The thickness of first, second monocrystalline silicon layer 504,508 and insulating barrier 506 for example is respectively 350 μ m, 10 μ m, 1 μ m.

Then, in operation S202, carry out the pattern formation of chromium layer.

Figure 102 is the vertical view of the SOI substrate after the pattern of chromium layer forms.

Figure 103 is the cutaway view at the hatching place of Figure 102.

With reference to Figure 102, Figure 103, after forming the chromium layer with 500 dust thickness on the monocrystalline silicon layer 508, form chromium pattern 510 by the photoetching process of having used resist.In this photo-mask process, comprise resist coating, prebake, used each operation of the pattern-forming that exposure, develop, back oven dry, the etching of glass mask etc. carry out.Chromium pattern 510 is respectively formed at zone corresponding with the vibrating body main body 542 of the twisting vibration body of Figure 97～Figure 99 and the zone corresponding with electrode 534,536,538,540.

Referring again to Figure 100, after the pattern of the chromium layer of operation S202 forms, in operation S603 with the chromium layer as mask, carry out the etching of silicon deep layer.

Figure 104 is the vertical view behind the silicon deep layer etching work procedure of operation S203.

Figure 105 is the cutaway view at the hatching place of Figure 104.
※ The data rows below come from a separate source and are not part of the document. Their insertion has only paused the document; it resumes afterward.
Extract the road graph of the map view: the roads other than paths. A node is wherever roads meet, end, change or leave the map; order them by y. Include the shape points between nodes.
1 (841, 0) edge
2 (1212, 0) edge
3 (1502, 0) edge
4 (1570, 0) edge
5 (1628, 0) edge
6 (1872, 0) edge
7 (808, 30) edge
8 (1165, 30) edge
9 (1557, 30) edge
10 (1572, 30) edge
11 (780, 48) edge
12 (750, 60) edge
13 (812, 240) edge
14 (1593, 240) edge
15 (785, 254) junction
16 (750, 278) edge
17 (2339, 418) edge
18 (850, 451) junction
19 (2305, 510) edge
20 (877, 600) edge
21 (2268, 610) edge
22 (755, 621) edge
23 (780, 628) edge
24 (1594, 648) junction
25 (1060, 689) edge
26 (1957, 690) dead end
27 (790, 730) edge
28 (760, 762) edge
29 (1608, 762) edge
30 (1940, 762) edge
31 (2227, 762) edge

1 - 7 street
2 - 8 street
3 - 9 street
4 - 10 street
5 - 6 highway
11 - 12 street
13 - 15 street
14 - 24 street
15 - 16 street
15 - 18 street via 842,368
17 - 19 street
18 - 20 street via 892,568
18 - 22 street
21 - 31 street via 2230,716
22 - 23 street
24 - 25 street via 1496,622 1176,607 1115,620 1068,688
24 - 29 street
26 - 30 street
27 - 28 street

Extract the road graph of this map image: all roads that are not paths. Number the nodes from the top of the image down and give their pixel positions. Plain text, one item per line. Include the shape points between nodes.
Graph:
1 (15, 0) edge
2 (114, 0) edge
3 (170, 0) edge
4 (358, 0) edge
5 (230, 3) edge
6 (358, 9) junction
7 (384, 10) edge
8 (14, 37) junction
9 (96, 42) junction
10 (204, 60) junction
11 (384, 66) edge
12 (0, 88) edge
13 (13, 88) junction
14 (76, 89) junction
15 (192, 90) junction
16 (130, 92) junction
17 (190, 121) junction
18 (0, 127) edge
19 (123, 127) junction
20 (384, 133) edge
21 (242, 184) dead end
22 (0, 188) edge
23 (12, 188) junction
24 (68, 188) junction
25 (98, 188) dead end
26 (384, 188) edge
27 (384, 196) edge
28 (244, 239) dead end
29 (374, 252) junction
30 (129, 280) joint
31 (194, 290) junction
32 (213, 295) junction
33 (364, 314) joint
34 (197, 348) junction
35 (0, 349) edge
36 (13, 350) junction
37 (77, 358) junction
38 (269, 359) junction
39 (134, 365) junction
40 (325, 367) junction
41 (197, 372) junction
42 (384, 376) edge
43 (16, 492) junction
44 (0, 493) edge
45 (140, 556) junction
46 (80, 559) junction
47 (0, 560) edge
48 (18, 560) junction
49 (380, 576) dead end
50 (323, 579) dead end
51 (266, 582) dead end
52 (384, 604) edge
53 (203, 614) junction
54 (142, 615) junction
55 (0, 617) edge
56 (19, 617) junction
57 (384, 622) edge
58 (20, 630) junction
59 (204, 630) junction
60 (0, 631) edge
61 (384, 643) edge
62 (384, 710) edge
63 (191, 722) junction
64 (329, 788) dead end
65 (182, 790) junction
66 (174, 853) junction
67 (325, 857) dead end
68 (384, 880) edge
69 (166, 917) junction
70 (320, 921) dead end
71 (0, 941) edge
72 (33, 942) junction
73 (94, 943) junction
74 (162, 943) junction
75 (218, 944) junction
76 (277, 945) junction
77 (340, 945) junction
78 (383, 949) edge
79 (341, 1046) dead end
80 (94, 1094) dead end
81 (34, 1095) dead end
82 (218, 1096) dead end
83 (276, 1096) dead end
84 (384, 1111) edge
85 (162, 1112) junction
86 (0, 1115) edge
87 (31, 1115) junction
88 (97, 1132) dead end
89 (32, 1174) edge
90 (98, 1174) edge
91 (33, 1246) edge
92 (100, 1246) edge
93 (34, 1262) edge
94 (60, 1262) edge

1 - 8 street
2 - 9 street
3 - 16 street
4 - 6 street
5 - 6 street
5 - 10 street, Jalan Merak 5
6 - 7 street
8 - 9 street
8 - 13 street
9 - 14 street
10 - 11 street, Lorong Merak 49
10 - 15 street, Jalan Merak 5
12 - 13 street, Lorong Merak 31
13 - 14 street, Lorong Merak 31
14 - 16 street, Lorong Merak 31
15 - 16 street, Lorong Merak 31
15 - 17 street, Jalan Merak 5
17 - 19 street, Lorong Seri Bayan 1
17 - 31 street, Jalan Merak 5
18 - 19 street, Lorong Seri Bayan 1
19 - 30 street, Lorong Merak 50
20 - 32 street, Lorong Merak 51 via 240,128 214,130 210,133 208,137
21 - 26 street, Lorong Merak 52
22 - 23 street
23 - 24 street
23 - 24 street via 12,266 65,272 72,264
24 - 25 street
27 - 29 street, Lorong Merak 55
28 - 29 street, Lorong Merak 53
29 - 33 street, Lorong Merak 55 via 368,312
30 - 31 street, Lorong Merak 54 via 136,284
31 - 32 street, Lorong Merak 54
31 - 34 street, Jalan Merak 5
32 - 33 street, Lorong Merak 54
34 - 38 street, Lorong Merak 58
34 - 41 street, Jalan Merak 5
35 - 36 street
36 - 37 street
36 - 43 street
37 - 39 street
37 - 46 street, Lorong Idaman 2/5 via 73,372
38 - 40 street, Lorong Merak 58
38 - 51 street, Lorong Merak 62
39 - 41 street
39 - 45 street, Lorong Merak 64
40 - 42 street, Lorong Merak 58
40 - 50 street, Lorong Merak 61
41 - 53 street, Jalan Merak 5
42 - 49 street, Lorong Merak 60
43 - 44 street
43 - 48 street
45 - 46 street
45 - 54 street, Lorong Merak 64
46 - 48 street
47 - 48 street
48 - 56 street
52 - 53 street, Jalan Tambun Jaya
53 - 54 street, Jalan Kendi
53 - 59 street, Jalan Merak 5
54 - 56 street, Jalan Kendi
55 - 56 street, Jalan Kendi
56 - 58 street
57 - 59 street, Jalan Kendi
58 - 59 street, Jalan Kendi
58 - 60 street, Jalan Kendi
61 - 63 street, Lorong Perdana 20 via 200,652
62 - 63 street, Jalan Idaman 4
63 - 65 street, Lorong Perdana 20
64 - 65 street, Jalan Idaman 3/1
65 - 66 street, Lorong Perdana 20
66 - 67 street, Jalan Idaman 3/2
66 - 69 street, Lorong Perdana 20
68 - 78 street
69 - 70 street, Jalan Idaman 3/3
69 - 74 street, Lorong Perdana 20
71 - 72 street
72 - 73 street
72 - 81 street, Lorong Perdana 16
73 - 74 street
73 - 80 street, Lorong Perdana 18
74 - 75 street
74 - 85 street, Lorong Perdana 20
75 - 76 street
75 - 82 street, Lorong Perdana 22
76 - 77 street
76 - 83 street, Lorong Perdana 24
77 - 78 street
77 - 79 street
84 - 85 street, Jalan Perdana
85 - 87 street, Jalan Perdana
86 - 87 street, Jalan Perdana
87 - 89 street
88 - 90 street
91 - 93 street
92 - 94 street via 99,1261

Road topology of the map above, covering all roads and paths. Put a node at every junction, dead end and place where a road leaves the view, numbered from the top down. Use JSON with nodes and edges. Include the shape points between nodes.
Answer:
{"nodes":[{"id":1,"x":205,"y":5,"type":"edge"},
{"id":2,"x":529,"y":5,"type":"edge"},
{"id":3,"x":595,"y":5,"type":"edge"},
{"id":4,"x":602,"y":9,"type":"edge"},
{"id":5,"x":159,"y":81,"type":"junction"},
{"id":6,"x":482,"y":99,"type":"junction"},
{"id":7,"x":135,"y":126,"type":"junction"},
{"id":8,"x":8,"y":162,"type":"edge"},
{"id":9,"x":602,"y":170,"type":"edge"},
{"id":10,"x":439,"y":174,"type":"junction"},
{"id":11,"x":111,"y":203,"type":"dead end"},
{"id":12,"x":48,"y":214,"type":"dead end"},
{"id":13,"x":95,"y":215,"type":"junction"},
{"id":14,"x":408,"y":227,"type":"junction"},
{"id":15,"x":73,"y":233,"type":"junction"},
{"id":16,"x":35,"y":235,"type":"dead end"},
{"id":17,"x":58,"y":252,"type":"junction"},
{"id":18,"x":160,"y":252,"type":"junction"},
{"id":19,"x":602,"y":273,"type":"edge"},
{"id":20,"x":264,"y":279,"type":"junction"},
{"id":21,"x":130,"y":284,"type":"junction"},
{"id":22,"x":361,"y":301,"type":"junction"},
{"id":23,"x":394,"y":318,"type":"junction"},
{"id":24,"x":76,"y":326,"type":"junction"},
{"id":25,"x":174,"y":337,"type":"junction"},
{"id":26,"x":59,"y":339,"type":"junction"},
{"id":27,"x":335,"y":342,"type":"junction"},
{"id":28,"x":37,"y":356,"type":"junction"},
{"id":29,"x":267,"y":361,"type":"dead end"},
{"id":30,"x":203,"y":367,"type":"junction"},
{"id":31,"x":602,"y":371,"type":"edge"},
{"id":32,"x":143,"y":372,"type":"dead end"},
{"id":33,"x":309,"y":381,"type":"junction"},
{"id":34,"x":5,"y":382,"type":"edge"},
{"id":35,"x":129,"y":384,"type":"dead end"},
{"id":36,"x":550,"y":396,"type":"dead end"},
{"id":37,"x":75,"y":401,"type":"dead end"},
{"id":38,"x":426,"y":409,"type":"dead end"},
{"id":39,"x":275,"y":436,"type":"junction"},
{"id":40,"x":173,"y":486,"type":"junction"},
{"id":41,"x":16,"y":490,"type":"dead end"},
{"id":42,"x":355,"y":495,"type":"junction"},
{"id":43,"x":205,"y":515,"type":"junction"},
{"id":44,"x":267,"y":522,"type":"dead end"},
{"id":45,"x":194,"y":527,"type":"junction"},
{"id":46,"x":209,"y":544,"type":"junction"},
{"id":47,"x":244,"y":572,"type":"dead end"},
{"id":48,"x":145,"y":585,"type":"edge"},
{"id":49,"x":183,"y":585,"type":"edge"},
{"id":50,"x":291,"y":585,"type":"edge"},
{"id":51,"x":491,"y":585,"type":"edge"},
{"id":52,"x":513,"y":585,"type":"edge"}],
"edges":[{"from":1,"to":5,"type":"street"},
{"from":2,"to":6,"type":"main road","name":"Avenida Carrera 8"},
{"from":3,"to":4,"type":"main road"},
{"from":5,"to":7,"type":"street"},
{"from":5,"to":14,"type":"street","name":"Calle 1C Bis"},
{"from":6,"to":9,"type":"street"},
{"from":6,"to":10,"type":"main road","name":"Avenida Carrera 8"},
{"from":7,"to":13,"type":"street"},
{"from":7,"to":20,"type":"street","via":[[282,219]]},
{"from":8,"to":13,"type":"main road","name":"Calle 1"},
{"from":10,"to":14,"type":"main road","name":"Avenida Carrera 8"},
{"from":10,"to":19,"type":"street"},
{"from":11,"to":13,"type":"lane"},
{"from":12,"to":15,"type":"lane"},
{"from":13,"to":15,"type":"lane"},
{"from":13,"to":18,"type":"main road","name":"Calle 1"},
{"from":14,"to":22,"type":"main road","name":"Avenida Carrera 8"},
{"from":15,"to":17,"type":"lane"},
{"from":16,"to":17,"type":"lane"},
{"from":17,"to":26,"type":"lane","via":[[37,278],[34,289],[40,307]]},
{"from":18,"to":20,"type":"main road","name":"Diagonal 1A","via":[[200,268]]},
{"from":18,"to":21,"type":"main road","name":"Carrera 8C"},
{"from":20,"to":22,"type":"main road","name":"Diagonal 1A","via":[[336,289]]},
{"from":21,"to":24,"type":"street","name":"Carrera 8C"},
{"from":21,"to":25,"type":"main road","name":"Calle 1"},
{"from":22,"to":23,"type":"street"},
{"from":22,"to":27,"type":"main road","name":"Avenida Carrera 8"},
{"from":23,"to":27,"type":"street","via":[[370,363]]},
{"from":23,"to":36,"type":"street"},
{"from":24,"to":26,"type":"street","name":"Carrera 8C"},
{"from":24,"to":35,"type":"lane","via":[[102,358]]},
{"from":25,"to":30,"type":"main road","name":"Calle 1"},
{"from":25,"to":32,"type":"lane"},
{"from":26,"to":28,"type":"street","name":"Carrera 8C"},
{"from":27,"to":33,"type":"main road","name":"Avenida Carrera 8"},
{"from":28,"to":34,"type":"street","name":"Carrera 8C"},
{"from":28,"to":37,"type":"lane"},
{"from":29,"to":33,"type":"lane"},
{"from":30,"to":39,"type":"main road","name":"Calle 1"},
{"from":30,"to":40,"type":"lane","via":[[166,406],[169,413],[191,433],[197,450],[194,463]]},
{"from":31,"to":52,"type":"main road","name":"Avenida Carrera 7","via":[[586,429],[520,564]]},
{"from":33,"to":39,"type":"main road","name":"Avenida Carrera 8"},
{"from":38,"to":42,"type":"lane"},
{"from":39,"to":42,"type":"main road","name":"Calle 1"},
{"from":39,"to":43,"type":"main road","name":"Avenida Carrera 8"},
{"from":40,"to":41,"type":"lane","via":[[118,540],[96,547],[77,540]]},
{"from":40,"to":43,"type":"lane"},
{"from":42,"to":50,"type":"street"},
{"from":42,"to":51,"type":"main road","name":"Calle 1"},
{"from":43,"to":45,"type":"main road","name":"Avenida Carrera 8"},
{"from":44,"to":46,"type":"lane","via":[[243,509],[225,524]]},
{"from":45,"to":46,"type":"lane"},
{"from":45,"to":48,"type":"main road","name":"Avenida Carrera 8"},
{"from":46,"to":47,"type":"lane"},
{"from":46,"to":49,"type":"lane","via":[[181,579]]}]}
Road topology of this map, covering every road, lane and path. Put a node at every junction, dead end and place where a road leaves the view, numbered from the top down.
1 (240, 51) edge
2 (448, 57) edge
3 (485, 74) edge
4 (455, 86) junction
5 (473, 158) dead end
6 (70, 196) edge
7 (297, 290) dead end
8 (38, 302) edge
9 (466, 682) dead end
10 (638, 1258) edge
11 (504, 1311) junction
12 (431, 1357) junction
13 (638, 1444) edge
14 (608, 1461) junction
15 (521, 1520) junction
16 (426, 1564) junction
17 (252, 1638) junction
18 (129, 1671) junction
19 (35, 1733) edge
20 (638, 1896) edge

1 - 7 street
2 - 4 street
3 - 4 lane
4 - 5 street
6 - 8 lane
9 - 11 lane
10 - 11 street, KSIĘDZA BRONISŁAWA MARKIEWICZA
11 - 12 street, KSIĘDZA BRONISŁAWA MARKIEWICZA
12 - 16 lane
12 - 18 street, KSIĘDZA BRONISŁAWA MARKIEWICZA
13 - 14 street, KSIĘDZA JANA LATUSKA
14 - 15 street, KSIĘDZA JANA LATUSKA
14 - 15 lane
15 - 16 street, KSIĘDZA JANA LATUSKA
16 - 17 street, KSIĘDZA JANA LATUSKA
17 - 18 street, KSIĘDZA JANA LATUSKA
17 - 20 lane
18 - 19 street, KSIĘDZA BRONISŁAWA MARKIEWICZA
With reference to Figure 104, Figure 105, in the part that does not have the chromium pattern, for example monocrystalline silicon layer 508 deep layers are etched to insulating barrier 506 by the anisotropic dry etch that undertaken by inductance coupling high type reactive ion etching (ICP-RIE) etc. till.Etch depth equates with the thickness of active layer, for example is 10 μ m.Shown in Figure 104, the part beyond the chromium pattern becomes the state that insulating barrier 506 exposes.

Then, in the operation S204 of Figure 100, remove the chromium pattern 510 that uses as mask.And, in operation S205, at the contour dielectric base plate of surface engagement glass substrate of active layer.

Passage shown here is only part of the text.